Breadth-First Search (BFS) is a graph traversal algorithm that visits all vertices of a graph level by level, starting from the root or source node.
It works by visiting all the neighbors of the starting node, then their neighbors and so on, until all nodes in the graph have been visited.
BFS uses a queue data structure to keep track of the nodes to visit next. The first-in, first-out (FIFO) order is followed so the nodes at each level are visited before moving on to the next level.
BFS is often used to find the shortest path between two nodes in an unweighted graph, as it guarantees to find the shortest path in terms of the number of edges traversed.
The time complexity of BFS is O(V+E), where V is the number of vertices and E is the number of edges in the graph.
BFS can be used to solve various problems such as finding the connected components of a graph, checking if a graph is bipartite or not, and identifying cycles in a graph, among others.
What is Breadth-First Search (BFS)?
Answer: BFS is a graph traversal algorithm that visits all the nodes of a graph in breadthwise manner.

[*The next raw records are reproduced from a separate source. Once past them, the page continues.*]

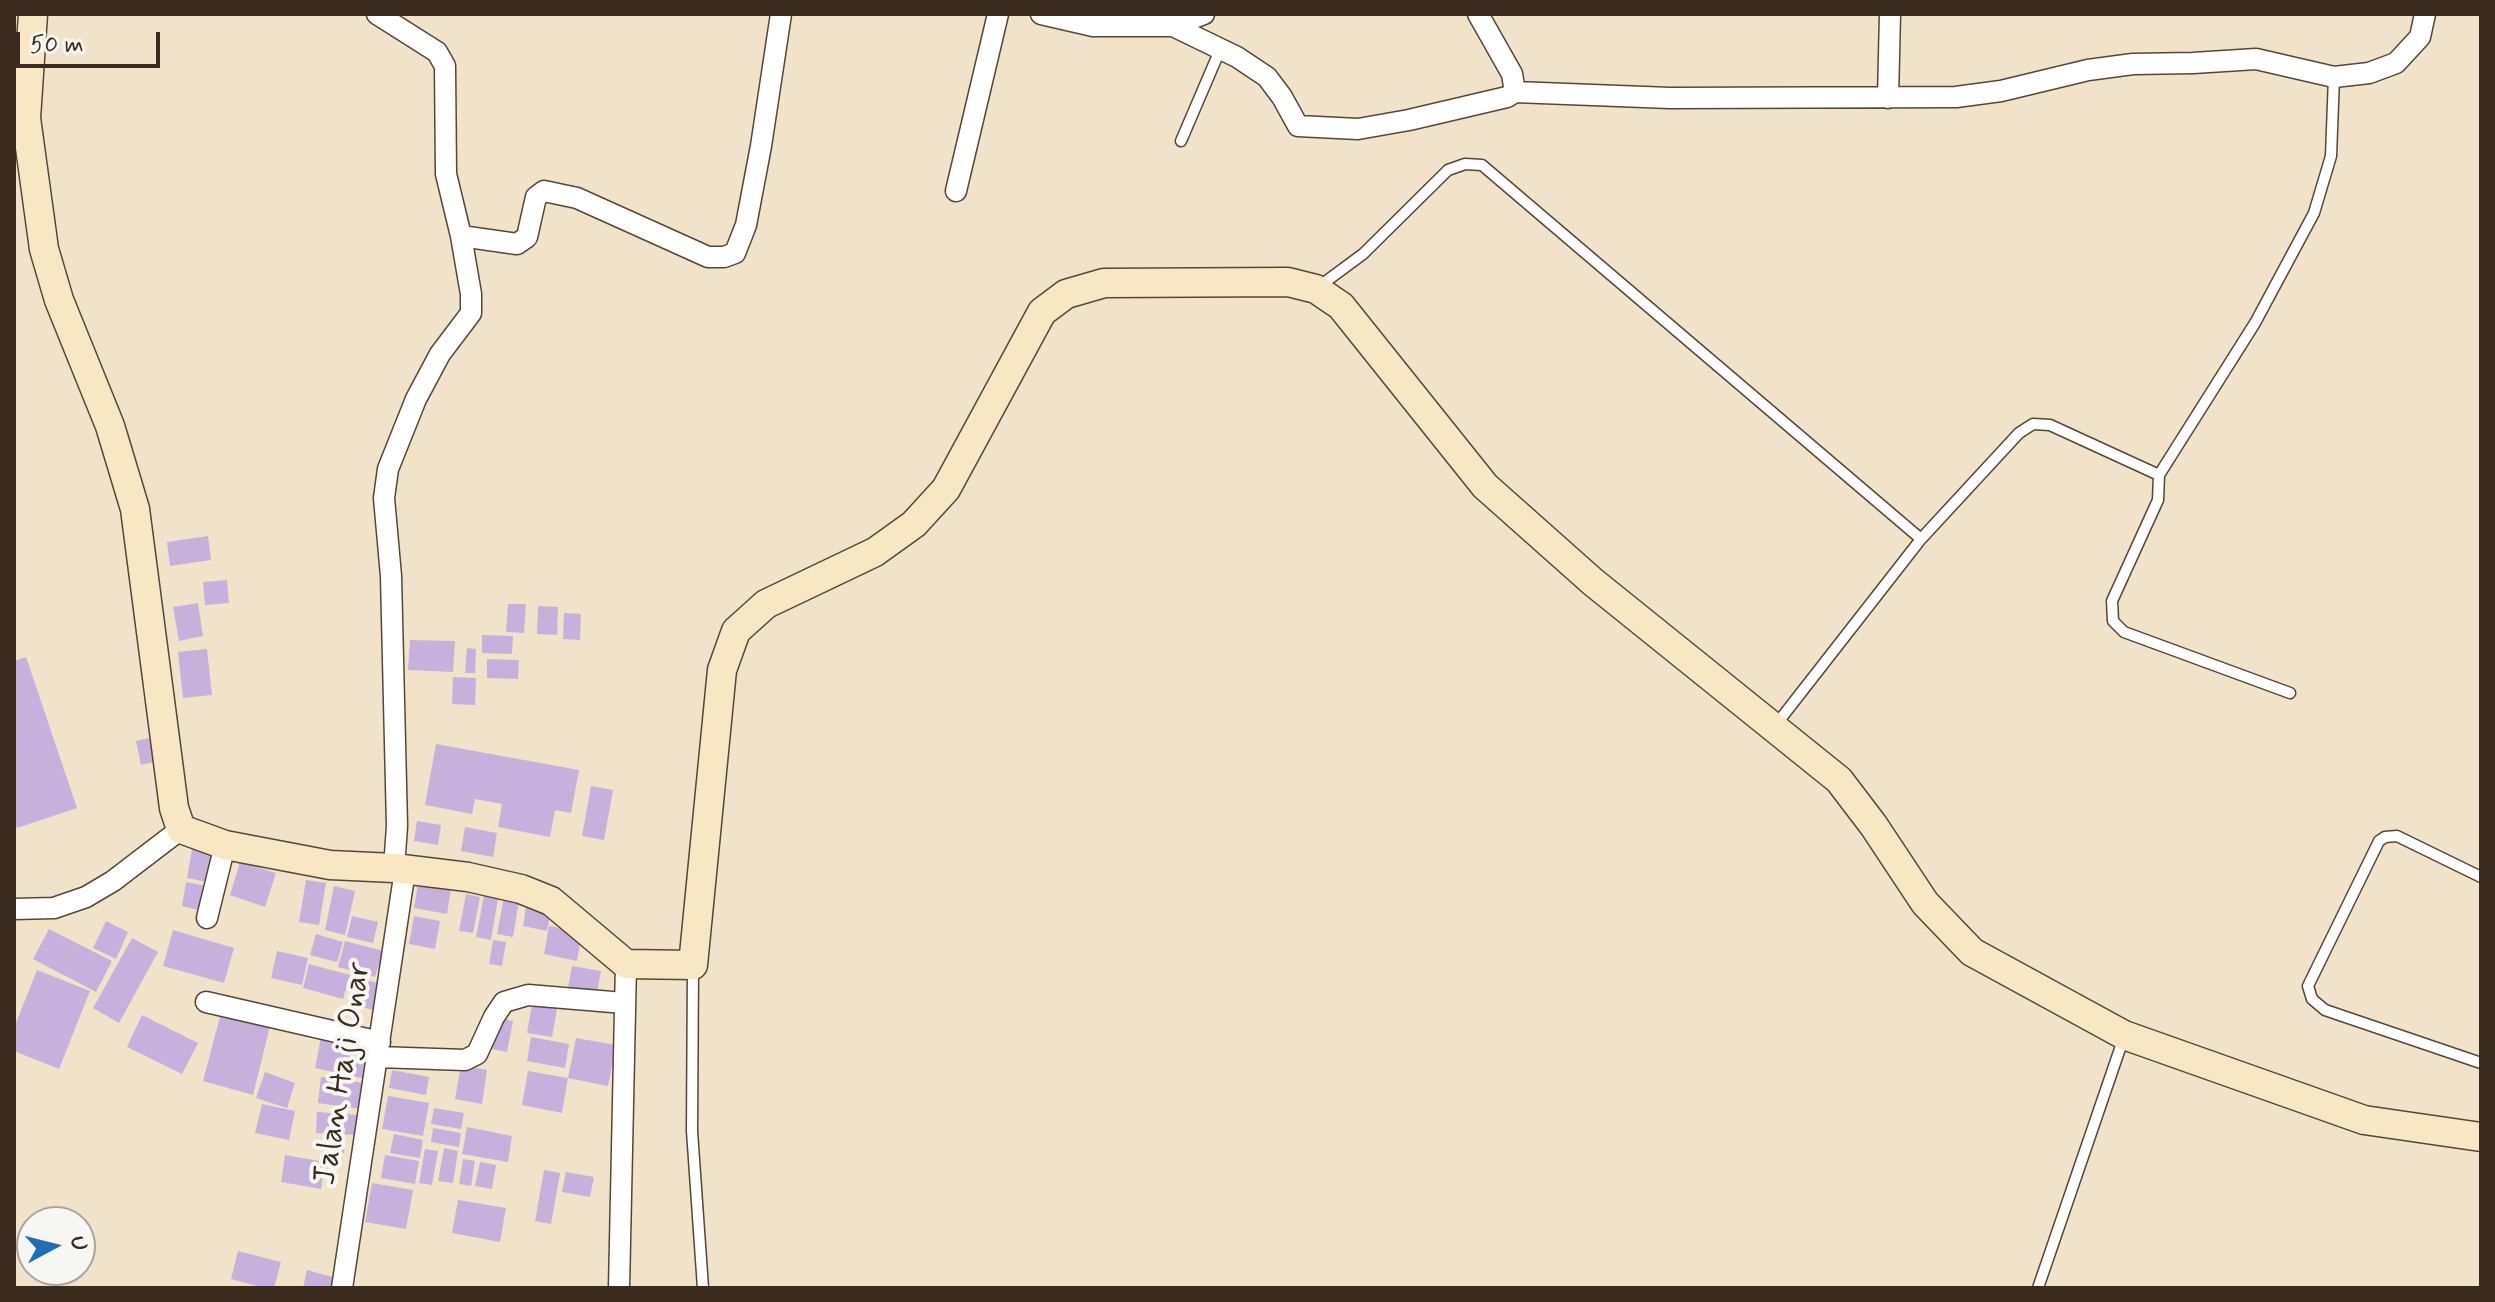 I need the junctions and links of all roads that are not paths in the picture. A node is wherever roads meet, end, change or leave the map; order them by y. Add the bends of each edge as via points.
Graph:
1 (33, 14) edge
2 (377, 14) edge
3 (781, 14) edge
4 (998, 14) edge
5 (1041, 14) edge
6 (1204, 14) edge
7 (1478, 14) edge
8 (1890, 14) edge
9 (2425, 14) edge
10 (1173, 26) junction
11 (1220, 50) junction
12 (2334, 77) junction
13 (1515, 92) junction
14 (1888, 98) junction
15 (1181, 141) dead end
16 (956, 191) dead end
17 (461, 236) junction
18 (1316, 289) junction
19 (2159, 475) junction
20 (1921, 539) junction
21 (2290, 693) dead end
22 (1774, 727) junction
23 (181, 829) junction
24 (225, 845) junction
25 (400, 869) junction
26 (2481, 877) edge
27 (14, 909) edge
28 (207, 918) dead end
29 (626, 964) junction
30 (693, 965) junction
31 (206, 1002) dead end
32 (624, 1003) junction
33 (2124, 1035) junction
34 (379, 1049) junction
35 (2481, 1063) edge
36 (2481, 1137) edge
37 (342, 1288) edge
38 (619, 1288) edge
39 (703, 1288) edge
40 (2038, 1288) edge

1 - 23 street via 26,118 44,249 135,509
2 - 17 street, Jalan Haji Onar via 437,52 445,66 446,174
3 - 17 street via 746,225 735,253 708,257 577,198 544,191 536,197 527,237 517,244
4 - 16 street
5 - 10 street via 1093,26
6 - 10 street
7 - 13 street via 1512,74
8 - 14 street
9 - 12 street via 2420,37 2396,63
10 - 11 street
11 - 13 street via 1267,77 1298,126 1358,129
11 - 15 lane
12 - 14 street via 2256,59 2133,64 2001,91
12 - 19 lane via 2331,156 2314,213 2255,323
13 - 14 street
17 - 25 street, Jalan Haji Onar via 471,313 440,354 416,399 388,469 384,498
18 - 20 lane via 1363,254 1448,170 1482,165
18 - 22 street via 1341,306 1485,486 1593,582
18 - 30 street via 1288,282 1104,283 1066,294 1042,312 946,489 914,524 875,552 766,604 736,631 722,670
19 - 20 lane via 2050,425 2033,424
19 - 21 lane via 2158,500 2112,601 2113,621 2124,632
20 - 22 lane
22 - 33 street via 1839,780 1925,903 1972,952
23 - 24 street
23 - 27 street via 86,897 54,908
24 - 25 street via 330,865
24 - 28 street
25 - 29 street via 468,877 551,901
25 - 34 street, Jalan Haji Onar
26 - 35 lane via 2397,836 2385,837 2308,986 2312,999 2325,1010
29 - 30 street
29 - 32 street
30 - 39 lane via 692,1131
31 - 34 street
32 - 34 street via 528,995 504,1002 477,1054 465,1060
32 - 38 street
33 - 36 street via 2364,1120
33 - 40 lane
34 - 37 street, Jalan Haji Onar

It starts from the root (or any arbitrary node) and visits all the neighbor nodes at the current depth before moving on to nodes at the next depth level.

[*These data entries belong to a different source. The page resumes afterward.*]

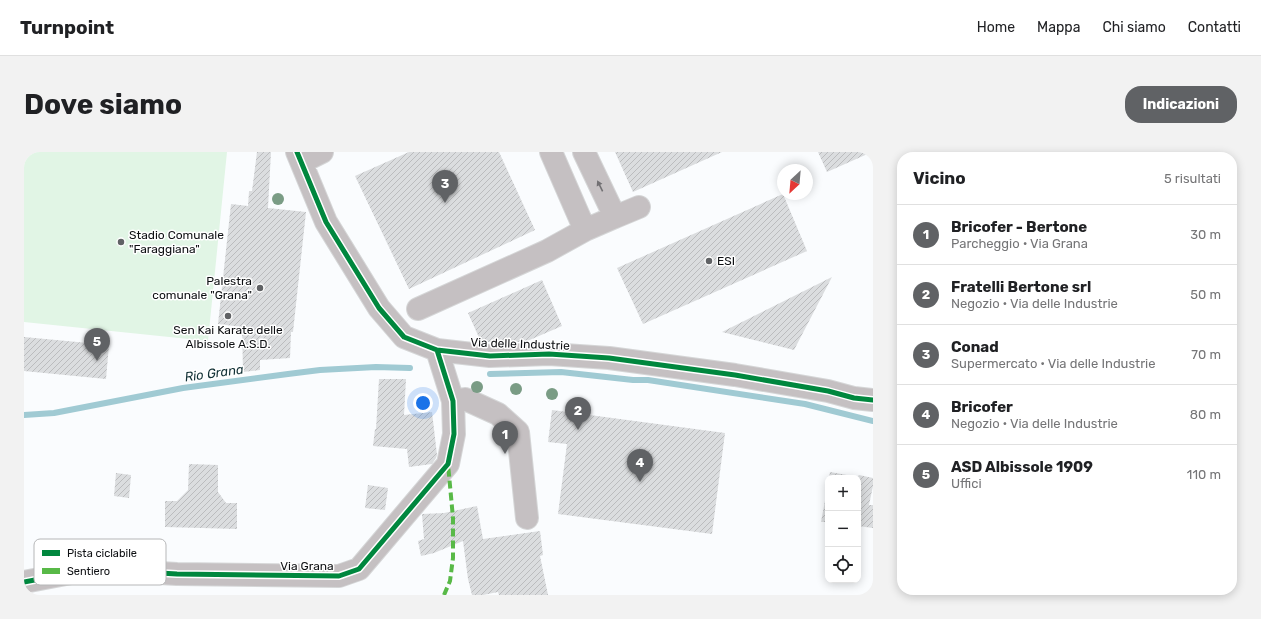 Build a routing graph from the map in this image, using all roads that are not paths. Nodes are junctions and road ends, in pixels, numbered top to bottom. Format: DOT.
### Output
graph roads {
  1 [pos="322,152"];
  2 [pos="551,152"];
  3 [pos="584,152"];
  4 [pos="299,157"];
  5 [pos="639,207"];
  6 [pos="615,217"];
  7 [pos="585,230"];
  8 [pos="418,309"];
  9 [pos="437,350"];
  10 [pos="873,400"];
  11 [pos="453,401"];
  12 [pos="527,518"];
  13 [pos="166,574"];
  14 [pos="34,580"];
  15 [pos="24,582"];
  1 -- 4 [label="street"];
  2 -- 7 [label="street"];
  6 -- 3 [label="street, one-way"];
  4 -- 9 [label="street, Via delle Industrie"];
  5 -- 6 [label="street"];
  6 -- 7 [label="street"];
  7 -- 8 [label="street"];
  9 -- 10 [label="street, Via delle Industrie"];
  9 -- 11 [label="street, Via Grana"];
  11 -- 12 [label="street"];
  11 -- 13 [label="street, Via Grana"];
  14 -- 15 [label="street, Via Grana"];
}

What data structures are used in BFS?
Answer: BFS uses a Queue data structure to store the visited nodes and their neighbors. This ensures that the search is prioritized based on the order of discovery rather than the depth.
How does BFS guarantee the shortest path?
Answer: BFS guarantees the shortest path by exploring all the nodes at each depth level before moving on to the next level. This ensures that the first path found to a node is the shortest path from the starting node.
What is the time complexity of BFS?
Answer: The time complexity of BFS is O(V + E), where V represents the number of vertices or nodes and E represents the number of edges in the graph.
Can BFS be used to detect cycles in a graph?
Answer: Yes, BFS can be used to detect cycles in an undirected graph by keeping track of the parent node for each visited node. If a visited node has an already visited neighbor that is not its parent, then there is a cycle in the graph. However, this method does not work for directed graphs.